The prostatic dissection is the same as HoLEP and achieved the same result as open prostatic enucleation, leaving only the peripheral prostate remaining. The laser fiber is identical to HoLEP (600 μ), has end-fire function and variable power settings, and is controlled through a laser resecto­scope that is very similar to a TURP resectoscope. The risks with HoLEP or LEP regarding long-term stress incontinence are 1-2 percent, which is compa­rable to TURP. Short-term leakage (3 months) with LEP/HoLEP is reported as high as 20 percent due to complete elimination of BPH.


Morcellation with the Richard Wolf offset nephroscope 4.9 mm probe is the state of the art.

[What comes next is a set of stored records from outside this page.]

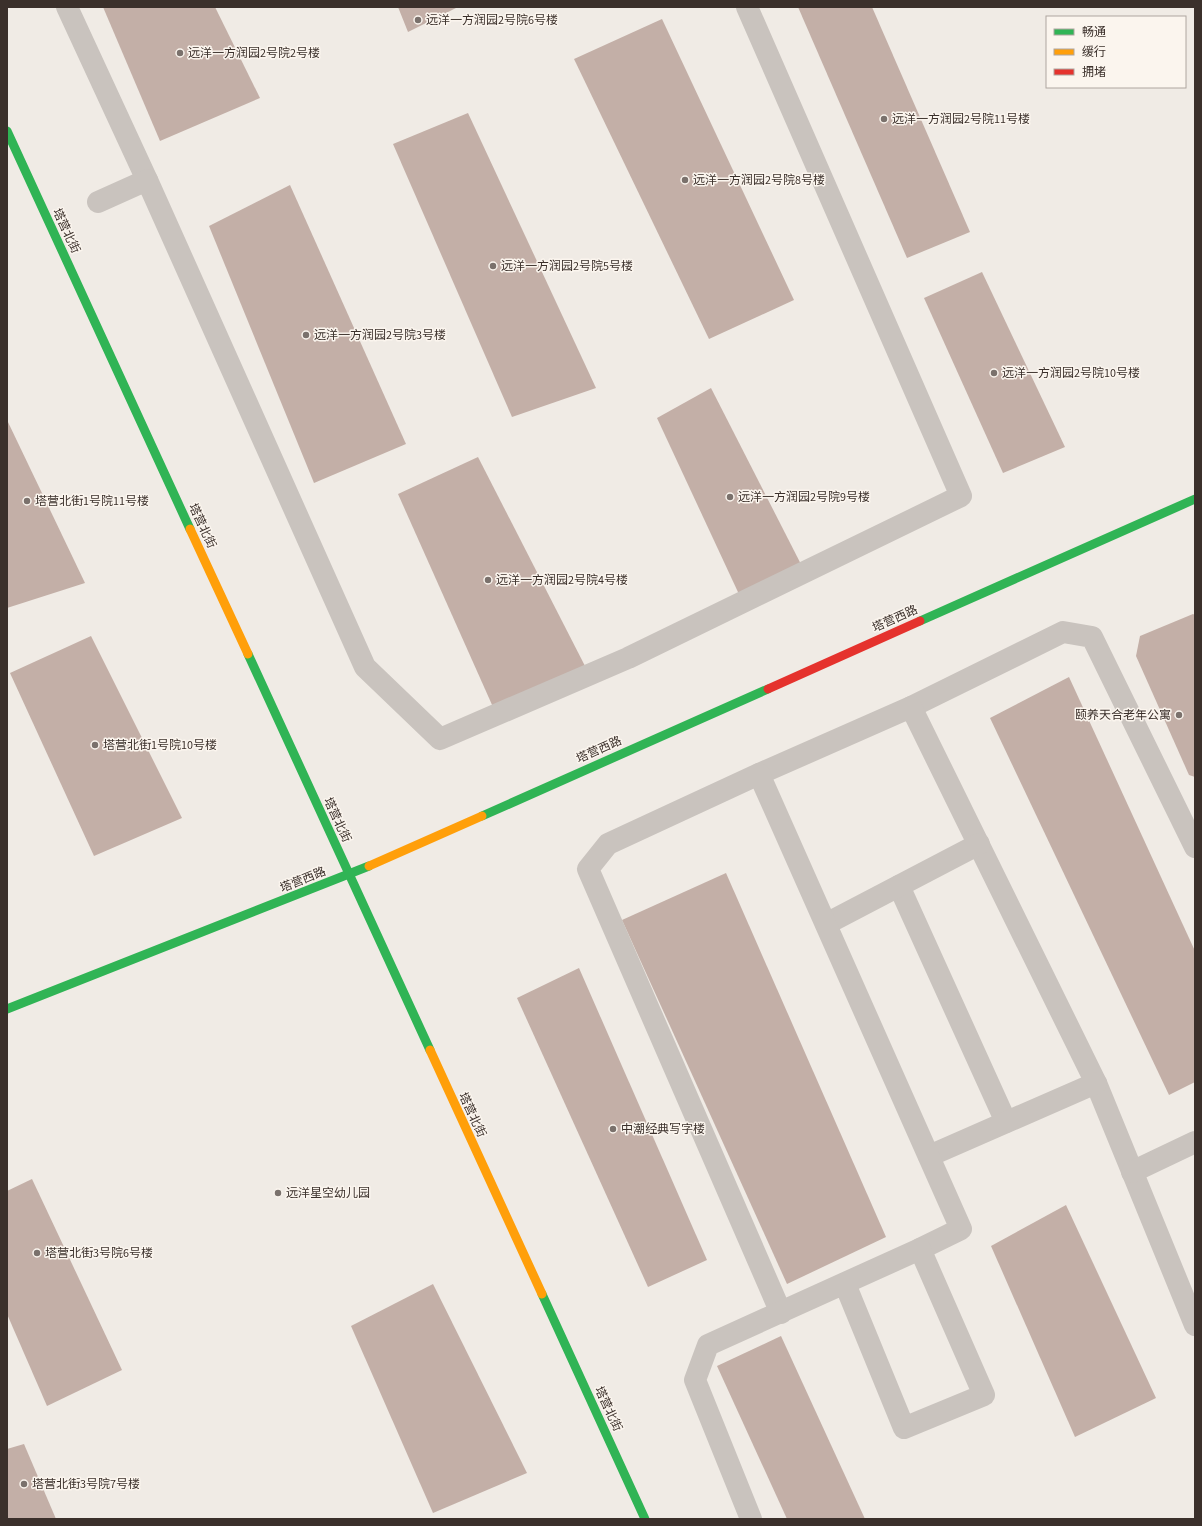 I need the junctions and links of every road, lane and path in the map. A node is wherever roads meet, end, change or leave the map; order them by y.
1 (67, 7) edge
2 (747, 7) edge
3 (7, 131) edge
4 (147, 180) junction
5 (98, 202) dead end
6 (1195, 499) edge
7 (911, 707) junction
8 (759, 774) junction
9 (979, 844) junction
10 (1195, 847) edge
11 (349, 875) junction
12 (899, 886) junction
13 (826, 924) junction
14 (7, 1009) edge
15 (1096, 1083) junction
16 (1006, 1122) junction
17 (1195, 1142) edge
18 (928, 1156) junction
19 (1132, 1172) junction
20 (920, 1249) junction
21 (845, 1284) junction
22 (781, 1313) junction
23 (1195, 1325) edge
24 (645, 1519) edge
25 (751, 1519) edge

1 - 4 street
2 - 4 street
3 - 11 street, 塔营北街
4 - 5 street
6 - 11 street, 塔营西路
7 - 8 street
7 - 9 street
7 - 10 street
8 - 13 street
8 - 22 street
9 - 12 street
9 - 15 street
11 - 14 street, 塔营西路
11 - 24 street, 塔营北街
12 - 13 street
12 - 16 street
13 - 18 street
15 - 16 street
15 - 19 street
16 - 18 street
17 - 19 street
18 - 20 street
19 - 23 street
20 - 21 street
20 - 21 street
21 - 22 street
22 - 25 street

Some concerns have been raised recently regarding tissue morcellation, including in a March 18, 2016, Wall Street Journal article. In this article, the concern was related to morcellation of presumed benign resected uterine tissue inside the abdominal cavity. The controversy regards potential for transmission of occult tumor cells from the morcellated uterine tissue into the peritoneal cavity. This does not have any relationship to the morcellation technique utilized within the bladder for the benign prostate overgrowth. Even if there were prostate cancer cells present, it must be remembered that even with channel TURP resection of prostate cancer, there is a minimal risk of tumor implantation onto the bladder mucosal surface. Indeed, it is commonplace for bladder cancer to be resected within the bladder, with these tumor cells floating within the bladder during the procedure. Morcellation does not create any risk to spread of potential prostatic cancer cells when utilized within the bladder in this manner.


Since performance of this procedure is associated with much lower risk of blood loss both during and after surgery, the patient usually can be discharged the same day of surgery, thereby avoiding the need for overnight stays typically required for TURP and even HoLEP. The procedure can be performed safely in individuals who are on low-dose aspirin or even anticoagulated on Coumadin. Bleeding risk on continuous heparin drip, Lovenox or the newer Eliquis-type anticoagulant meds have not been well established as safe.

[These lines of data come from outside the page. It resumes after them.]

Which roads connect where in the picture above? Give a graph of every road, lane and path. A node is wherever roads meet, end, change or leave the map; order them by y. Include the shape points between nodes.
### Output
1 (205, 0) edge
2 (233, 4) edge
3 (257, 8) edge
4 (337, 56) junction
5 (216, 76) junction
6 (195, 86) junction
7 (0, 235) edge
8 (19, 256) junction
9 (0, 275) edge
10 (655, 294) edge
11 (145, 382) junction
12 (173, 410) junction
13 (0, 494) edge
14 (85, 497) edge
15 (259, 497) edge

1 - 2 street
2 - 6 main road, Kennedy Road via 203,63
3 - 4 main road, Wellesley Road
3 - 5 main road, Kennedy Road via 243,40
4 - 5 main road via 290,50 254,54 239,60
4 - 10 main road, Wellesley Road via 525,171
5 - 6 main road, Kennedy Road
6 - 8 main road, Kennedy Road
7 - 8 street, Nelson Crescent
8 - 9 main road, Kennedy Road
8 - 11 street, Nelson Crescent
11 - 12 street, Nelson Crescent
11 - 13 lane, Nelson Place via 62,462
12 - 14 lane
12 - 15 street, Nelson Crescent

Finally, just in the last couple of years we have seen three new procedure offerings with promises of comparable symptom relief, excellent durability (usually studied and published for two to three years of follow-up), and preservation of optimal urinary and sexual function. Most recent technologies include Urolift, Rezum and PAE (prostatic arterial emboliza­tion). None of these technologies eliminate the entire obstructing prostate tissue, and therefore durability for more than 5-10 years remains in doubt.


I think our “urological founding fathers” would be gratified to know that during the 100 years since their original descriptions, we have found our way right back to where they began (with a little help from technology).


In 2013, Sentara Martha Jefferson was the first hospital in Virginia to purchase the laser resectoscope equipment and morcellator. Since that time, we have performed about 150 laser enucleation procedures, giving us the distinction of having the largest body of experience for this procedure in the state.

Dr. Frazier Fortenberry graduated from Louisiana State University School of Medicine in 1985 before moving to Richmond, Va. He completed his two-year general surgery internship/residency, followed by a three-year urological surgery residency, at the Medical College of Virginia, in 1990. 


Dr. Fortenberry moved to Charlottesville in 1992 to join Urological Associates and has remained in the Sentara Martha Jefferson community since that time. In solo practice in urology since 2003, his interests include BPH management (both medical and surgical), female incontinence, prostate cancer management, urinary tract infections, kidney and ureteral stones, and general and surgical management of many common urological disorders.